我這麼想着,邁開腿,追着那個背影朝森林深處沖去。
森林荒蕪靜谧,充斥着原始的野蠻。樹木生長成不分彼此的模樣,看似親昵,實則在暗中較勁,揮舞着枝條纏繞,誓要将它物所占的領地侵吞。糾纏成一團的樹木締造出這裡的獨一無二,有陽光眷戀的地方通常亮到發黃,而陽光無法眷顧的地方則綠到發黑。以綠為媒介的黃與黑交織着,與棕色的泥土混合在一起,形成一條黏稠的光河,從腳下流淌而過。
我深呼吸,前傾身體,擺動雙臂,每一次向前都苛刻地隻讓腳尖觸地。肺部被劇烈呼吸頻率壓迫到不知道哪一次吸氣過後就要爆表的程度,生長在四肢的肌肉組織哀嚎不止,它們痛斥我卑鄙的殘忍。但每一次到達極限的起伏都會被一股氣流蠻橫壓下,每一根酸痛的肌理都會被這氣流用力撫平。

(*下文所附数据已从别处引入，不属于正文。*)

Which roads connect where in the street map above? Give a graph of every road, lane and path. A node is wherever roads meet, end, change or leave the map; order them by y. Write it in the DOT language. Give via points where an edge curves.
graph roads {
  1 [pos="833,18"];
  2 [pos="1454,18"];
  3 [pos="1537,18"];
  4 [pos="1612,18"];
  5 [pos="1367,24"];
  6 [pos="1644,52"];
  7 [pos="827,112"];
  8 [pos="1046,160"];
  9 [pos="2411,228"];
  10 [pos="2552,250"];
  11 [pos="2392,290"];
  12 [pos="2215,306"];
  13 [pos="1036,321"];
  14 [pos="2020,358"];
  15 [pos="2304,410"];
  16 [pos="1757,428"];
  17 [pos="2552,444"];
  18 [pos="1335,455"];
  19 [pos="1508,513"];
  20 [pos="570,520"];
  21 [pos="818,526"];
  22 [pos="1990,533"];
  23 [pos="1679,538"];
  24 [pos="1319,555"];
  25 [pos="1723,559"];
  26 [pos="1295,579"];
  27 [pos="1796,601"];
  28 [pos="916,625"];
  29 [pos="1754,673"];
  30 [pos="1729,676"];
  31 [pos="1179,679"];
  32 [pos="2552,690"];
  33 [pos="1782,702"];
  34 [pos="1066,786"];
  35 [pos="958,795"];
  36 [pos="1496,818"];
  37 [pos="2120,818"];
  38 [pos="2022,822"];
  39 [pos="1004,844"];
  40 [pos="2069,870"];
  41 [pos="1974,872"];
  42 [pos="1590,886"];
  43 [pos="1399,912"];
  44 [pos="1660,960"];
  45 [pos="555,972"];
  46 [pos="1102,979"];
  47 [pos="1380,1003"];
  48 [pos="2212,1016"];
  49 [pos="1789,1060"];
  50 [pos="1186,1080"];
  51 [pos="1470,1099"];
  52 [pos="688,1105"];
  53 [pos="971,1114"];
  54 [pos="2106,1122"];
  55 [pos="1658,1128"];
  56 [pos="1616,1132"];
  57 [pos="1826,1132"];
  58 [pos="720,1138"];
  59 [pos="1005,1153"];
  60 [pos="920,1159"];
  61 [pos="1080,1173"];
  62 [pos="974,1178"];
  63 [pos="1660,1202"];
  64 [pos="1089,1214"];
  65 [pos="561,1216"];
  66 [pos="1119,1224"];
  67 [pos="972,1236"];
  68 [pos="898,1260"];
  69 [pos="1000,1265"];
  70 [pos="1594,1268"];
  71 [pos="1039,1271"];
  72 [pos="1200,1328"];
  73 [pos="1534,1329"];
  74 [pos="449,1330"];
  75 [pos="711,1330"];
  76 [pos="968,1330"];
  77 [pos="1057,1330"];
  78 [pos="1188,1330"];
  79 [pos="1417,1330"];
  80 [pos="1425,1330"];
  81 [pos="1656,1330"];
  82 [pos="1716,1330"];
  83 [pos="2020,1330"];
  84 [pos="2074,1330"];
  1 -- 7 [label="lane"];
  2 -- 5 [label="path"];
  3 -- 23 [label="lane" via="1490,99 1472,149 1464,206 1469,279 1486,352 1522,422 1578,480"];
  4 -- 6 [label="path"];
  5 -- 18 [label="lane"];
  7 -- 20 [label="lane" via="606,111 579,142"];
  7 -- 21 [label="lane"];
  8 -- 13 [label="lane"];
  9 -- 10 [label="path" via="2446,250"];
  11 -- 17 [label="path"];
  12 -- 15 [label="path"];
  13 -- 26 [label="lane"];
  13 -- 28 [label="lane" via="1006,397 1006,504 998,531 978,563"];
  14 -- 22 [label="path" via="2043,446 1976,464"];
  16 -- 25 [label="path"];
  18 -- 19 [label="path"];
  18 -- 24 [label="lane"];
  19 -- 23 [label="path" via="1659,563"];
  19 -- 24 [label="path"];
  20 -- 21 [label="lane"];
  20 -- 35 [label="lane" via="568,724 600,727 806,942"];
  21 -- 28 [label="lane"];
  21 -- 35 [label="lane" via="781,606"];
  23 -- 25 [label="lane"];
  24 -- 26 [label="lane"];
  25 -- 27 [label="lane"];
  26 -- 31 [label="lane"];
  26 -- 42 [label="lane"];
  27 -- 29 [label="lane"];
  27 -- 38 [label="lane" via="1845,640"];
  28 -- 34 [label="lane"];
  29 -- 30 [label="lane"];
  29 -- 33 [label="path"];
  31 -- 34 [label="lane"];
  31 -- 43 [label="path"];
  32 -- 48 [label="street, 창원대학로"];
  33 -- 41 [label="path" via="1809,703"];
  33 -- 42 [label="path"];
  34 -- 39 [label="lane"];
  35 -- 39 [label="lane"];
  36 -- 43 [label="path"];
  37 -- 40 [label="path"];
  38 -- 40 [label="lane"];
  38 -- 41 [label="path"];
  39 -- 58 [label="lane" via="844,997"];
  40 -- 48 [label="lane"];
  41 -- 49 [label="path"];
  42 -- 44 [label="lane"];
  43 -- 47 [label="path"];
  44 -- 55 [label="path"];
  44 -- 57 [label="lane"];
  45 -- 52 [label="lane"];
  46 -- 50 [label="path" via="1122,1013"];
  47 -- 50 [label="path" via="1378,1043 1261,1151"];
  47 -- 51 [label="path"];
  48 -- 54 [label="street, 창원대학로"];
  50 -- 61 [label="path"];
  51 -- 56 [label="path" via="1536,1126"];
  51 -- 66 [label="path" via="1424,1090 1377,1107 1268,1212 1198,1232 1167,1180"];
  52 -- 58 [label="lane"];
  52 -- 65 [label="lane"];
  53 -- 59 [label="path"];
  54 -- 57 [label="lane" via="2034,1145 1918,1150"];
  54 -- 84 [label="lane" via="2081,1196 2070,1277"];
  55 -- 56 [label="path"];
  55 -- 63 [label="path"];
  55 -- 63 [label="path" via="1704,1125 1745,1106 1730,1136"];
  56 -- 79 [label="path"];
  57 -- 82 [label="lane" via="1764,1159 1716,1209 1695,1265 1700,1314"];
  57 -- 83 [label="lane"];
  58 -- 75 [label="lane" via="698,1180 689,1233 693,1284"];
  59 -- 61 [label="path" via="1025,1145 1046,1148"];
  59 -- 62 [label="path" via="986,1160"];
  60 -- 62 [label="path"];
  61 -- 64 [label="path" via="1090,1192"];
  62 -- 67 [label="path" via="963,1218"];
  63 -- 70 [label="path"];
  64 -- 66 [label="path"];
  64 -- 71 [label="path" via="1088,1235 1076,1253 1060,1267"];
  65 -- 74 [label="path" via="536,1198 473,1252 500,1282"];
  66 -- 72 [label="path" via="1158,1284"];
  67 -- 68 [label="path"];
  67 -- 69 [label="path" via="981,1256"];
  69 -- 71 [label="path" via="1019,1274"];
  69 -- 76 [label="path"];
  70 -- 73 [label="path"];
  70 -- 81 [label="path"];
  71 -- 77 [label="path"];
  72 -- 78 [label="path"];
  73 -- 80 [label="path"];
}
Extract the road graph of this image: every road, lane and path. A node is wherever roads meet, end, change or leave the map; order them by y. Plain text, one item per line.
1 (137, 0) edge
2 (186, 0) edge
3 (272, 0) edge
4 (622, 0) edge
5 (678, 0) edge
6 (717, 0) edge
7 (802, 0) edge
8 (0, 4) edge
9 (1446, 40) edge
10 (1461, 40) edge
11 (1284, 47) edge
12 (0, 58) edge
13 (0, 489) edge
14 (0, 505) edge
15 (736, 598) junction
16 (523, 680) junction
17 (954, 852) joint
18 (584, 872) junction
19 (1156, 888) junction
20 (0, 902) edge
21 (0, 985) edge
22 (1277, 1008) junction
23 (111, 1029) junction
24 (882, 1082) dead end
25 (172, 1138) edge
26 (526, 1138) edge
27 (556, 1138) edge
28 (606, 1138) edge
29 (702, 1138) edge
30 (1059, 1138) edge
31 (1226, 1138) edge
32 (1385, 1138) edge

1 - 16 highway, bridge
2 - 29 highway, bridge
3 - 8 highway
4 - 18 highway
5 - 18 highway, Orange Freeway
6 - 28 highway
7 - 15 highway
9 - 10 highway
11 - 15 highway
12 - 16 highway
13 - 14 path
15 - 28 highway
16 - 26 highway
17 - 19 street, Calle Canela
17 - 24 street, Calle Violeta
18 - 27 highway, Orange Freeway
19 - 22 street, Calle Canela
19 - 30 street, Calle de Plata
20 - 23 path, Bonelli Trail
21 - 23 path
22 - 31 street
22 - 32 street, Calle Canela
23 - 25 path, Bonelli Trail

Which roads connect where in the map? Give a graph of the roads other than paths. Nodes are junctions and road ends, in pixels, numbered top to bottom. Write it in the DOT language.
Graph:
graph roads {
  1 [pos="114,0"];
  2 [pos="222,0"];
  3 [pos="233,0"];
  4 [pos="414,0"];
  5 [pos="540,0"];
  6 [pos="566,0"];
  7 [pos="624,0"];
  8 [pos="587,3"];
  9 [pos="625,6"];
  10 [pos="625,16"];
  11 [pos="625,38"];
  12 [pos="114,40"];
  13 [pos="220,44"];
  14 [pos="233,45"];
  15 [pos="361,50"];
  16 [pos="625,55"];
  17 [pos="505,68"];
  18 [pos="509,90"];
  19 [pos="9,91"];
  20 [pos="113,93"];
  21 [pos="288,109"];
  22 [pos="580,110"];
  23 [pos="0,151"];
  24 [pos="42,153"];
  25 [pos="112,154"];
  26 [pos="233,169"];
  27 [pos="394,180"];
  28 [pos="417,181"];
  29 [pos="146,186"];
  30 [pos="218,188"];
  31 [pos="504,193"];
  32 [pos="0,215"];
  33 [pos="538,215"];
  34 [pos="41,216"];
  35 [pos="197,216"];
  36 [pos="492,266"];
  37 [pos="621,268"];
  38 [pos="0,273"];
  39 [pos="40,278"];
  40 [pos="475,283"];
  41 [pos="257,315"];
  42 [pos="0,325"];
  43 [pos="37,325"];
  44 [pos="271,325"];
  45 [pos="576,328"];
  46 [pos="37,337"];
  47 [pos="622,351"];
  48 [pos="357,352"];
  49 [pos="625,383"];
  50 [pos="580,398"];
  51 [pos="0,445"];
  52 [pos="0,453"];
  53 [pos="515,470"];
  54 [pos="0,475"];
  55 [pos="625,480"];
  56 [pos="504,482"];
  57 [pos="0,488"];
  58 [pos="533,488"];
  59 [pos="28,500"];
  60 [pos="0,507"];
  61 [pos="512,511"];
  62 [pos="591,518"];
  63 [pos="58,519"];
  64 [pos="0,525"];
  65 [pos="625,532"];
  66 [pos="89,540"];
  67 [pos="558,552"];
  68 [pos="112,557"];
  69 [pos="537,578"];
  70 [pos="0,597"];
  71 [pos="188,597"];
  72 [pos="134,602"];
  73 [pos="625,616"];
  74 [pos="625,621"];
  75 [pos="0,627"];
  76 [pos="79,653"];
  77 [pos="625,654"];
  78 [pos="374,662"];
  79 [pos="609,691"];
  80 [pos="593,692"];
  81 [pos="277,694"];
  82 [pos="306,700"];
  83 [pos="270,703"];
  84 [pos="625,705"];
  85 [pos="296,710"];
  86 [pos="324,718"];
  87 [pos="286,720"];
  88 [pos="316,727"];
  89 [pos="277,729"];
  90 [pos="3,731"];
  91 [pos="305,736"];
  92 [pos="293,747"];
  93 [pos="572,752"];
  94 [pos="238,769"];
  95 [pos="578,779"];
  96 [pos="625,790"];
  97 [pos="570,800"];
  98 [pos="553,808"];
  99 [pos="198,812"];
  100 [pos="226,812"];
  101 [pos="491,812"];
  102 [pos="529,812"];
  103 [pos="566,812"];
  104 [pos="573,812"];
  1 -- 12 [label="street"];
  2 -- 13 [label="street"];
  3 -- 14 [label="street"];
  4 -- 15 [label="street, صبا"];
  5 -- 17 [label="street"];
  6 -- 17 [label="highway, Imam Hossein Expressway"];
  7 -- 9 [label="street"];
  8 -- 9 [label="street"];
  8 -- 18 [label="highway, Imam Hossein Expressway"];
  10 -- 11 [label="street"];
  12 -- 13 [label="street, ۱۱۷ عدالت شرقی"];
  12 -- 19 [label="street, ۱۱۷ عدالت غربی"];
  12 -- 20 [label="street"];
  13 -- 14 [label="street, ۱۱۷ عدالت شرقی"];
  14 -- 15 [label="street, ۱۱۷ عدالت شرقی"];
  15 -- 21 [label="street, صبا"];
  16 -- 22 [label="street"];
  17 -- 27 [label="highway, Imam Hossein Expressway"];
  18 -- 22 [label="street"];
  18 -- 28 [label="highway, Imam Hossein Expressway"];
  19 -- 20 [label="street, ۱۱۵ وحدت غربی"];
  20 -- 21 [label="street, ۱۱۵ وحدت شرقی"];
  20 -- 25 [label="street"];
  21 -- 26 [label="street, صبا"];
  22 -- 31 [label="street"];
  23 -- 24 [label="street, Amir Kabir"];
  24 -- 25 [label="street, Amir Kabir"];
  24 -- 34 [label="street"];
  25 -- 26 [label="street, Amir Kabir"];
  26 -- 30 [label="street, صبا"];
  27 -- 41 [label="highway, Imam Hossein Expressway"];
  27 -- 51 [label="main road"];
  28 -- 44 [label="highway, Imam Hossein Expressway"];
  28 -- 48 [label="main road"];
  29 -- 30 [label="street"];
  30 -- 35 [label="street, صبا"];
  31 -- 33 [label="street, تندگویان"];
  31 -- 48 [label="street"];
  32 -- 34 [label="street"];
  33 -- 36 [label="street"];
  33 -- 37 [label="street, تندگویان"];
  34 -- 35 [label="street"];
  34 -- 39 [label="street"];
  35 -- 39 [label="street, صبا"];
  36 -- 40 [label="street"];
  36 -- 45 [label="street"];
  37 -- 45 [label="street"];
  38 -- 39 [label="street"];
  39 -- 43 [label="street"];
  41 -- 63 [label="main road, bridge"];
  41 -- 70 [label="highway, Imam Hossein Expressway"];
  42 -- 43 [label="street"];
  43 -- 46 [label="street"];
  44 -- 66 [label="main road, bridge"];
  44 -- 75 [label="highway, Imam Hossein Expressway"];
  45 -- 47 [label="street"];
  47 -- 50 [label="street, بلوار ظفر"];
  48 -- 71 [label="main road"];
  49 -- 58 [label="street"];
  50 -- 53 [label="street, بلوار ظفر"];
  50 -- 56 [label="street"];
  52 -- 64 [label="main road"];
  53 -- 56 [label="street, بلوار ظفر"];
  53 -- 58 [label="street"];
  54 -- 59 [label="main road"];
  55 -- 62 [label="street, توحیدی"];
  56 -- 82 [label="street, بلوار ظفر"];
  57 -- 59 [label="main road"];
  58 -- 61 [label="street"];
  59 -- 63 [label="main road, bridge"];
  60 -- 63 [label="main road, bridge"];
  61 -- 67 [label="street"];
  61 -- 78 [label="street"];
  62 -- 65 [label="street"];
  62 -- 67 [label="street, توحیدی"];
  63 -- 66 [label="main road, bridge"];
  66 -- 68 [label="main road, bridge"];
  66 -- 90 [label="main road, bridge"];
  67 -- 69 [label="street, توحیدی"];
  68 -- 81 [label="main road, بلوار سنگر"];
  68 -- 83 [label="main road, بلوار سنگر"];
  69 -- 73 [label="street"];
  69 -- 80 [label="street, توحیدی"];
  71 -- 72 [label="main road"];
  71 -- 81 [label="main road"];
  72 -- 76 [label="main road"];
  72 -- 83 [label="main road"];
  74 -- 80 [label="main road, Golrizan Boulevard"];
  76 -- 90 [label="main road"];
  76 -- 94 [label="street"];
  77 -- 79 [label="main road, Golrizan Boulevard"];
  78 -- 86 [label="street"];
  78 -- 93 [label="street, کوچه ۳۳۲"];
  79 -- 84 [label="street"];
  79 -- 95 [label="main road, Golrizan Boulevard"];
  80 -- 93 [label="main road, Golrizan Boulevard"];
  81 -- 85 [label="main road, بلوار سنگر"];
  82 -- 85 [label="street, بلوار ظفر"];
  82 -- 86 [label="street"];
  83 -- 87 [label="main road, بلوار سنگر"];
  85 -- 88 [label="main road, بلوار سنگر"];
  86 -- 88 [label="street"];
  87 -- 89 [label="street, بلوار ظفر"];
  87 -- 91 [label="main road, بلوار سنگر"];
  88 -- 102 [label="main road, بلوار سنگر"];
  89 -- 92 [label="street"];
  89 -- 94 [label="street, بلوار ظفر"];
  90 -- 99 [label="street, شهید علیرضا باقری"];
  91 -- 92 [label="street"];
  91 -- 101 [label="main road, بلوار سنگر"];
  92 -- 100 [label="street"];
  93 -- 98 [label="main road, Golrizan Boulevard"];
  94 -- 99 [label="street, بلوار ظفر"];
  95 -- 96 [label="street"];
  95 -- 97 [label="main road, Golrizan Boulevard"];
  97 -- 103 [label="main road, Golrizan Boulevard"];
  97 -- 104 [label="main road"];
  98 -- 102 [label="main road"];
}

有什麼東西,在我的身體裡橫沖直撞,它的出現即使意料之外,又在情理之中,簡直叫人為難到不知該說些什麼。它同時攜帶着極地的嚴寒與赤道的火熱,冰與火的感覺纏繞着我,把大腦裡零碎的想法一點點擠出去,把身體裡每一絲不耐煩全都軟化撫平,它變成軟木塞,堵住身體與心靈的每一個出入口。我感受到那股氣流最終梗在喉頭,不上不下。
我的世界簡單而純粹,空出來的位置隻安放一樣東西:勝負欲。
必須勝利的感覺從未如此強大,盡管我不知道我在抵抗的究竟是什麼,我想要戰勝的又究竟是什麼。我所知道的隻是,我的世界裡不再有其它。我務必要追上他,這件事是如此專注而迷人。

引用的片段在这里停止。